Charting: In this type of technical analysis, our firm reviews charts of market and security activity in
an attempt to identify when the market is moving up or down and to predict when how long the trend
may last and when that trend might reverse.
Cyclical Analysis: Statistical analysis of specific events occurring at a sufficient number of relatively
predictable intervals that they can be forecasted into the future. Cyclical analysis asserts that cyclical
forces drive price movements in the financial markets. Risks include that cycles may invert or
disappear and there is no expectation that this type of analysis will pinpoint turning points, instead
be used in conjunction with other methods of analysis.
Fundamental Analysis: The analysis of a business's financial statements (usually to analyze the
business's assets, liabilities, and earnings), health, and its competitors and markets. When analyzing
a stock, futures contract, or currency using fundamental analysis there are two basic approaches one
can use: bottom up analysis and top down analysis. The terms are used to distinguish such analysis
from other types of investment analysis, such as quantitative and technical.
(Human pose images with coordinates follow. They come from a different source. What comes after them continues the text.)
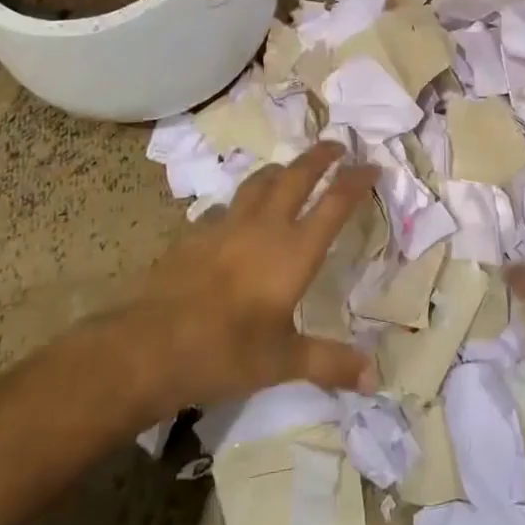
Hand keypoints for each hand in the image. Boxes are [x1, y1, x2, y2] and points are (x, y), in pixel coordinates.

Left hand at [114, 144, 378, 417]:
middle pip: (298, 175)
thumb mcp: (283, 362)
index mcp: (294, 251)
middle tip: (337, 146)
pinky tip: (234, 217)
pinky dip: (239, 203)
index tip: (372, 166)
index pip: (335, 203)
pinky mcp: (194, 233)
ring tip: (289, 170)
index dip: (356, 180)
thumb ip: (330, 363)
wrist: (149, 345)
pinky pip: (223, 207)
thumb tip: (375, 378)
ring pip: (259, 181)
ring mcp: (226, 225)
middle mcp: (264, 226)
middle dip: (321, 156)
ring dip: (281, 170)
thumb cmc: (225, 353)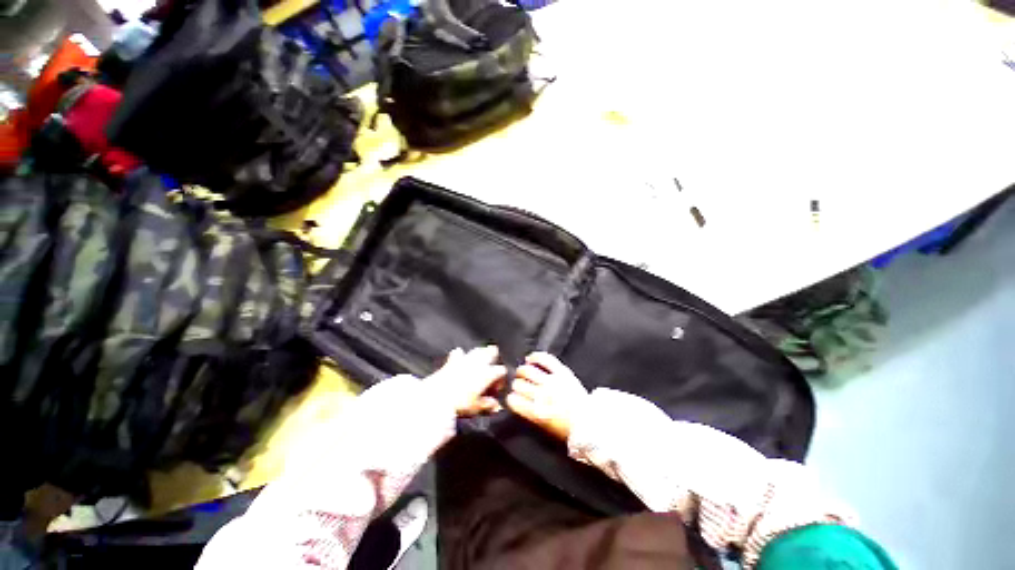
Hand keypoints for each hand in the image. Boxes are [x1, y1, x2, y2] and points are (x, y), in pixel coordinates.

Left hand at [428, 346, 506, 415]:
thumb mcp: (476, 407)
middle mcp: (479, 364)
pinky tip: (460, 354)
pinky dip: (460, 354)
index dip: (501, 379)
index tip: (496, 388)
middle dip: (493, 355)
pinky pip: (458, 353)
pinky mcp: (452, 361)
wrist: (437, 397)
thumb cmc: (460, 404)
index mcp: (488, 374)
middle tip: (494, 359)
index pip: (501, 371)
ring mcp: (465, 360)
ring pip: (477, 350)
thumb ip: (487, 405)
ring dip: (480, 352)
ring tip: (481, 355)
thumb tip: (495, 405)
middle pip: (491, 353)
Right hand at [507, 352, 588, 440]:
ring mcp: (552, 381)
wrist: (590, 421)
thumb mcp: (545, 428)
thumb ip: (530, 414)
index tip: (512, 397)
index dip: (511, 398)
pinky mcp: (561, 372)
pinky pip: (545, 359)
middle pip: (519, 385)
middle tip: (519, 385)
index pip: (514, 401)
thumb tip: (519, 402)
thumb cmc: (567, 428)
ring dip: (522, 372)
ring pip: (527, 371)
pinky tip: (530, 359)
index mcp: (537, 413)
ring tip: (522, 373)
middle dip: (516, 385)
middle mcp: (542, 395)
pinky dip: (535, 357)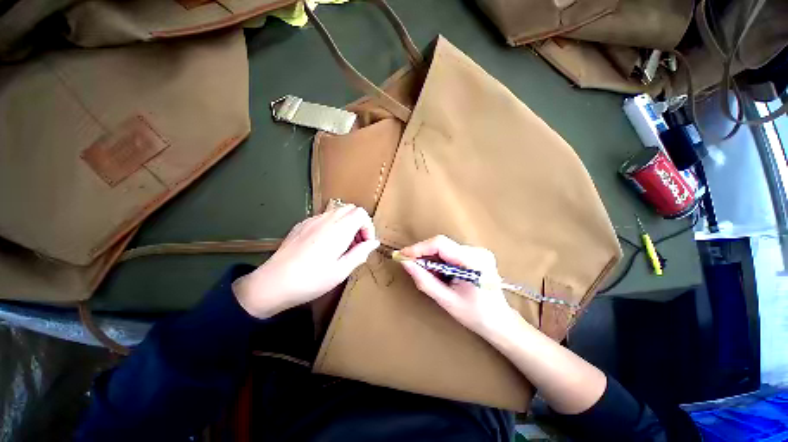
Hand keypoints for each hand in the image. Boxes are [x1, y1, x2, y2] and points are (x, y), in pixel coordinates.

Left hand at [233, 205, 379, 318]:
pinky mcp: (301, 225)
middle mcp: (326, 219)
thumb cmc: (311, 280)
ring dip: (346, 225)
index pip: (361, 213)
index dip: (368, 227)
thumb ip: (361, 253)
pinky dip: (332, 226)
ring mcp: (311, 220)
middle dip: (358, 224)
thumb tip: (374, 243)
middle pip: (350, 209)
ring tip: (341, 247)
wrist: (273, 283)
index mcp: (339, 229)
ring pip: (337, 212)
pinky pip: (323, 218)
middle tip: (355, 245)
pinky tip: (324, 246)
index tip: (365, 244)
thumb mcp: (341, 271)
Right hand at [398, 235, 514, 336]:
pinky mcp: (476, 254)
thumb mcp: (446, 300)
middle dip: (423, 254)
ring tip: (426, 274)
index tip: (402, 256)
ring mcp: (478, 251)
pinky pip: (450, 252)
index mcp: (474, 261)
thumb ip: (424, 280)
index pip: (440, 244)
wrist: (500, 323)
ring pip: (444, 248)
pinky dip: (439, 261)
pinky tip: (438, 274)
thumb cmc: (475, 316)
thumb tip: (405, 263)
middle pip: (442, 244)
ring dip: (431, 258)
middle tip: (410, 266)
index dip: (419, 248)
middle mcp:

Fundamental analysis is
performed on historical and present data, but with the goal of making financial forecasts. There are
several possible objectives: (a) to conduct a company stock valuation and predict its probable price
evolution; (b) to make a projection on its business performance; (c) to evaluate its management and
make internal business decisions; (d) and/or to calculate its credit risk.; and (e) to find out the
intrinsic value of the share.
When the objective of the analysis is to determine what stock to buy and at what price, there are two
basic methodologies investors rely upon: (a) Fundamental analysis maintains that markets may
misprice a security in the short run but that the "correct" price will eventually be reached. Profits can
be made by purchasing the mispriced security and then waiting for the market to recognize its
"mistake" and reprice the security.; and (b) Technical analysis maintains that all information is
reflected already in the price of a security. Technical analysts analyze trends and believe that
sentiment changes predate and predict trend changes. Investors' emotional responses to price
movements lead to recognizable price chart patterns. Technical analysts also analyze historical
trends to predict future price movement. Investors can use one or both of these different but
complementary methods for stock picking. This presents a potential risk, as the price of a security
can move up or down along with the overall market regardless of the economic and financial factors
considered in evaluating the stock.
Mutual Fund and/or Exchange Traded Fund (“ETF”) Analysis: Analysis of the experience and
track record of the manager of the mutual fund or ETF in an attempt to determine if that manager
has demonstrated an ability to invest over a period of time and in different economic conditions. The
underlying assets in a mutual fund or ETF are also reviewed in an attempt to determine if there is
significant overlap in the underlying investments held in another fund(s) in the Client’s portfolio. The
funds or ETFs are monitored in an attempt to determine if they are continuing to follow their stated
investment strategy. A risk of mutual fund and/or ETF analysis is that, as in all securities investments,
past performance does not guarantee future results. A manager who has been successful may not be
able to replicate that success in the future. In addition, as our firm does not control the underlying
investments in a fund or ETF, managers of different funds held by the Client may purchase the same
security, increasing the risk to the Client if that security were to fall in value. There is also a risk that
a manager may deviate from the stated investment mandate or strategy of the fund or ETF, which
could make the holding(s) less suitable for the Client’s portfolio.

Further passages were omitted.